This is a problem that most families have or will face at some point in their baby’s life!
I often hear: “Is it a developmental milestone? Maybe a leap? What about a regression? Probably teething, right? Could she be hungry? Maybe he’s too hot or too cold?”
The truth is it could be any of these. Or it could be a combination of them.
Babies are constantly going through so many changes that it’s hard to pinpoint exactly what’s happening each time a wake up occurs. This is the part that will drive any parent crazy!
Imagine this scenario: a 10 month old child plays outside for plenty of time during the day. She’s exposed to the perfect amount of sunlight and fresh air! She takes a beautiful nap that she peacefully laid down for! Then, bedtime rolls around and she is bouncing off the walls! She’s a little ball of energy! Once we finally get her to sleep, she wakes up several times during the night and is ready to go at 5am.
The parents of this child the next morning: “What was that?! Did she wear the wrong PJs? Did she eat something different that gave her a belly ache? Is she teething? Maybe she is about to start talking more? Or… did she sleep too much during the day?”
Ahhh… too much daytime sleep. Wouldn’t that be the reasonable cause? I mean, if us adults took a long nap in the afternoon, we will most likely experience some trouble falling asleep and staying asleep that night.
But, almost always, the opposite is the reason why. Baby may need more sleep, not less.
Let’s talk a little more about the sleep hormones and how they interact with the body to better understand this.
About three hours before we are naturally prone to waking up, our bodies start secreting a hormone called cortisol. I’m sure you’ve heard about this hormone, usually in reference to stress. This is a stimulating hormone and it also produced in times of stress in order to elevate the heart rate and stimulate the nervous system. In the morning hours, it is produced to help get our bodies started for the day. Think of it as our body’s natural coffee.
On the contrary, melatonin is our evening glass of wine. Once the sun begins to go down, our body recognizes that the day is coming to an end and begins to produce this sleep-inducing hormone. Melatonin is important to help us get to sleep and stay asleep for the night.
The problem lies in the fact that this system does not always run perfectly, and it can be easily confused.
Let us go back to the above scenario…
Baby takes great naps during the day, has lots of outside time and her body is ready to crank out some melatonin when the sun goes down. So why is she ready to throw a party right before bed?
When baby’s body has begun the production of melatonin, the ideal time to get into bed to take advantage of the sleepy hormone is usually a narrow window.
When baby doesn’t go to sleep during this window the brain instinctively assumes that something isn’t right, baby can’t sleep and that it’s time to help protect her! It does this by producing cortisol! This will help baby stay awake to ward off any danger and increase her chances of survival (again, this is just the brain’s instinct).

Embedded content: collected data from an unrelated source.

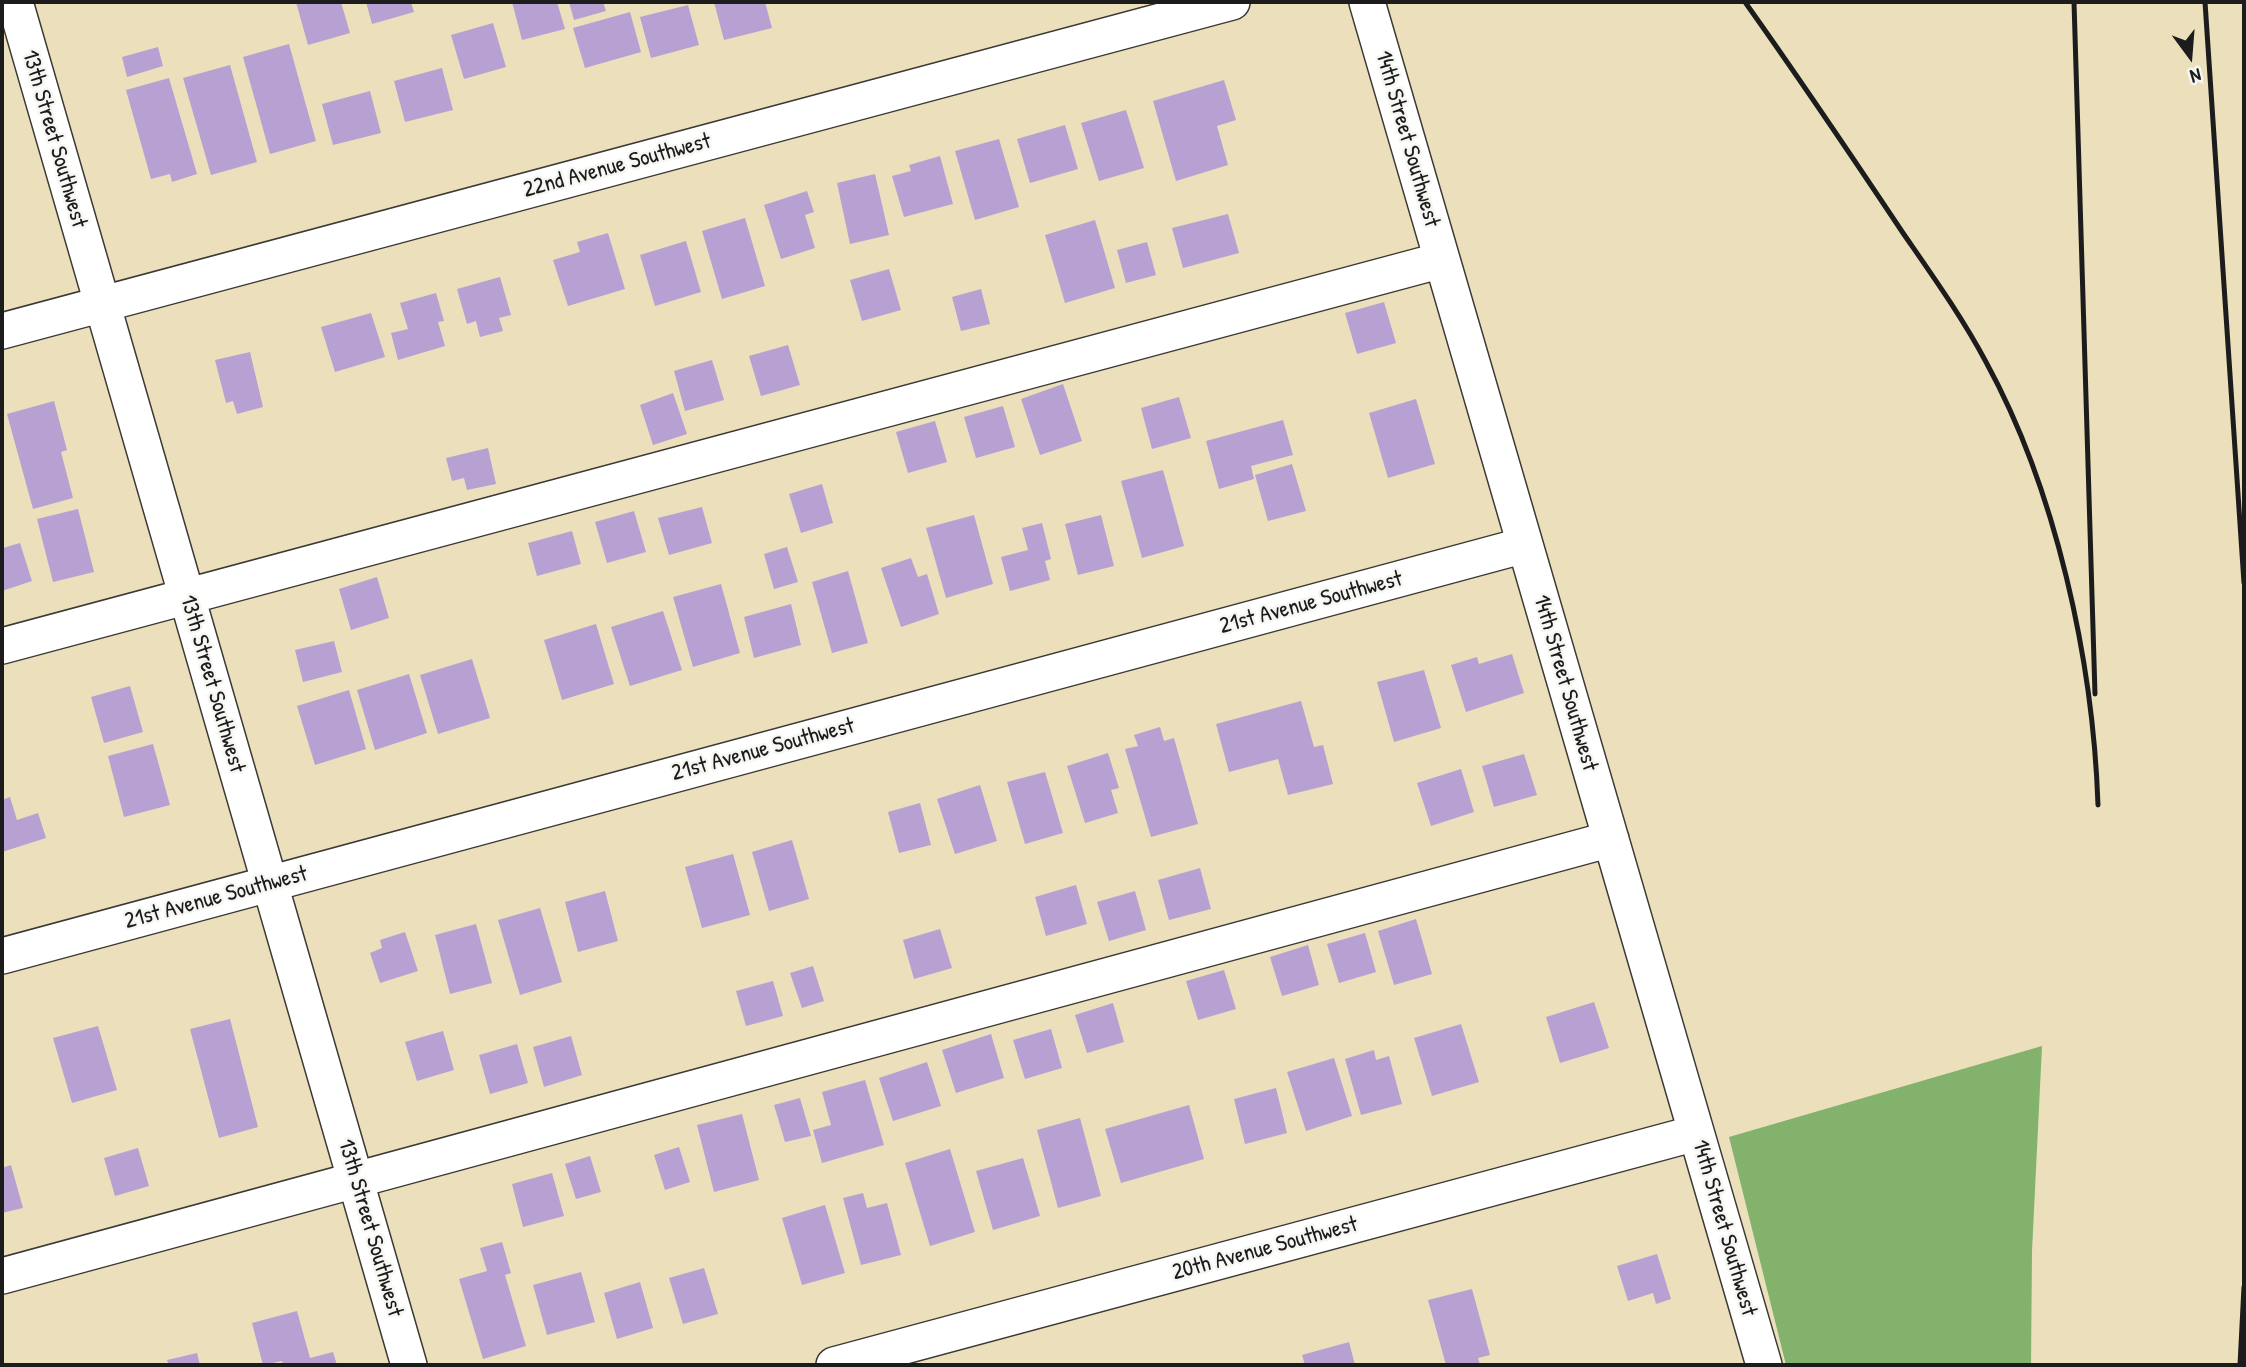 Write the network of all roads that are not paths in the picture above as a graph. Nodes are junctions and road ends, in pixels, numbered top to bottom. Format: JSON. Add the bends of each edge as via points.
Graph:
{"nodes":[{"id":1,"x":15,"y":2,"type":"edge"},
{"id":2,"x":1232,"y":2,"type":"edge"},
{"id":3,"x":1367,"y":2,"type":"edge"},
{"id":4,"x":1442,"y":260,"type":"junction"},
{"id":5,"x":102,"y":304,"type":"junction"},
{"id":6,"x":2,"y":331,"type":"edge"},
{"id":7,"x":1525,"y":545,"type":"junction"},
{"id":8,"x":187,"y":597,"type":"junction"},
{"id":9,"x":2,"y":646,"type":"edge"},
{"id":10,"x":1611,"y":839,"type":"junction"},
{"id":11,"x":270,"y":883,"type":"junction"},
{"id":12,"x":2,"y":956,"type":"edge"},
{"id":13,"x":1696,"y":1133,"type":"junction"},
{"id":14,"x":356,"y":1180,"type":"junction"},
{"id":15,"x":2,"y":1276,"type":"edge"},
{"id":16,"x":409,"y":1365,"type":"edge"},
{"id":17,"x":834,"y":1365,"type":"edge"},
{"id":18,"x":1764,"y":1365,"type":"edge"}],
"edges":[{"from":1,"to":5,"type":"street","name":"13th Street Southwest"},
{"from":2,"to":5,"type":"street","name":"22nd Avenue Southwest"},
{"from":3,"to":4,"type":"street","name":"14th Street Southwest"},
{"from":4,"to":7,"type":"street","name":"14th Street Southwest"},
{"from":4,"to":8,"type":"street"},
{"from":5,"to":6,"type":"street","name":"22nd Avenue Southwest"},
{"from":5,"to":8,"type":"street","name":"13th Street Southwest"},
{"from":7,"to":10,"type":"street","name":"14th Street Southwest"},
{"from":7,"to":11,"type":"street","name":"21st Avenue Southwest"},
{"from":8,"to":9,"type":"street"},
{"from":8,"to":11,"type":"street","name":"13th Street Southwest"},
{"from":10,"to":13,"type":"street","name":"14th Street Southwest"},
{"from":10,"to":14,"type":"street"},
{"from":11,"to":12,"type":"street","name":"21st Avenue Southwest"},
{"from":11,"to":14,"type":"street","name":"13th Street Southwest"},
{"from":13,"to":17,"type":"street","name":"20th Avenue Southwest"},
{"from":13,"to":18,"type":"street","name":"14th Street Southwest"},
{"from":14,"to":15,"type":"street"},
{"from":14,"to":16,"type":"street","name":"13th Street Southwest"}]}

Once the baby’s body begins secreting cortisol, baby is ready to go! This usually appears as playfulness and lots of energy.
So, in conclusion, baby missed her sleepy window, her body gave her a shot of coffee and now she’s going to have a tough time falling and/or staying asleep.
You’re probably wondering “ok, but why is she waking at 3am?!?”
Here’s what happens… if your baby’s circadian rhythm is a 6am wake up, then her body begins to secrete cortisol three hours before that. When this happens, the melatonin production has ended for the night. Once baby reaches the end of a sleep cycle and comes to a slight awakened state, her body has more stimulant (cortisol) and no sedative (melatonin). This combined with a lack of independent sleep skills can cause baby to wake up fully and have a really difficult time getting back to sleep.
How do we fix this?
Unfortunately, there is no quick fix for changing the production of your baby’s hormones. There are a few things that you can do to help, though!
Get outside as much as possible! Natural sunlight results in more melatonin production at night! Which would explain why a day at the beach leads to the best night of sleep!
Make sure baby’s room is as dark as possible. Also, consider turning down the lights in the house about an hour prior to bedtime. This helps to keep baby calm and helps them get ready for bed!
Avoid screen time, about one to two hours before bed. This includes TV, tablet, iPhone, or anything else of the sort. These devices give off a ton of blue light which disrupts the production of melatonin. Not only that, but it will stimulate cortisol secretion at bedtime, which is when it is needed the least!
And, most importantly, the best way to help your baby learn to sleep peacefully through the night and follow a predictable nap schedule, is to teach her the skills needed to fall asleep without any sleep props or help from you.
The truth is night wake ups are natural. There is no way to prevent a baby from waking AT ALL during the night. As adults, we wake up periodically all throughout the night. The purpose of these wake ups is to briefly come to a more conscious state, check that our surroundings are the same as what we remember them to be, that it’s still nighttime and then we are able to go back to sleep. If we give the baby the ability to fall back to sleep independently, these natural night wakings will become just a quick “check in” and then your baby will be back to sleep within minutes, on her own.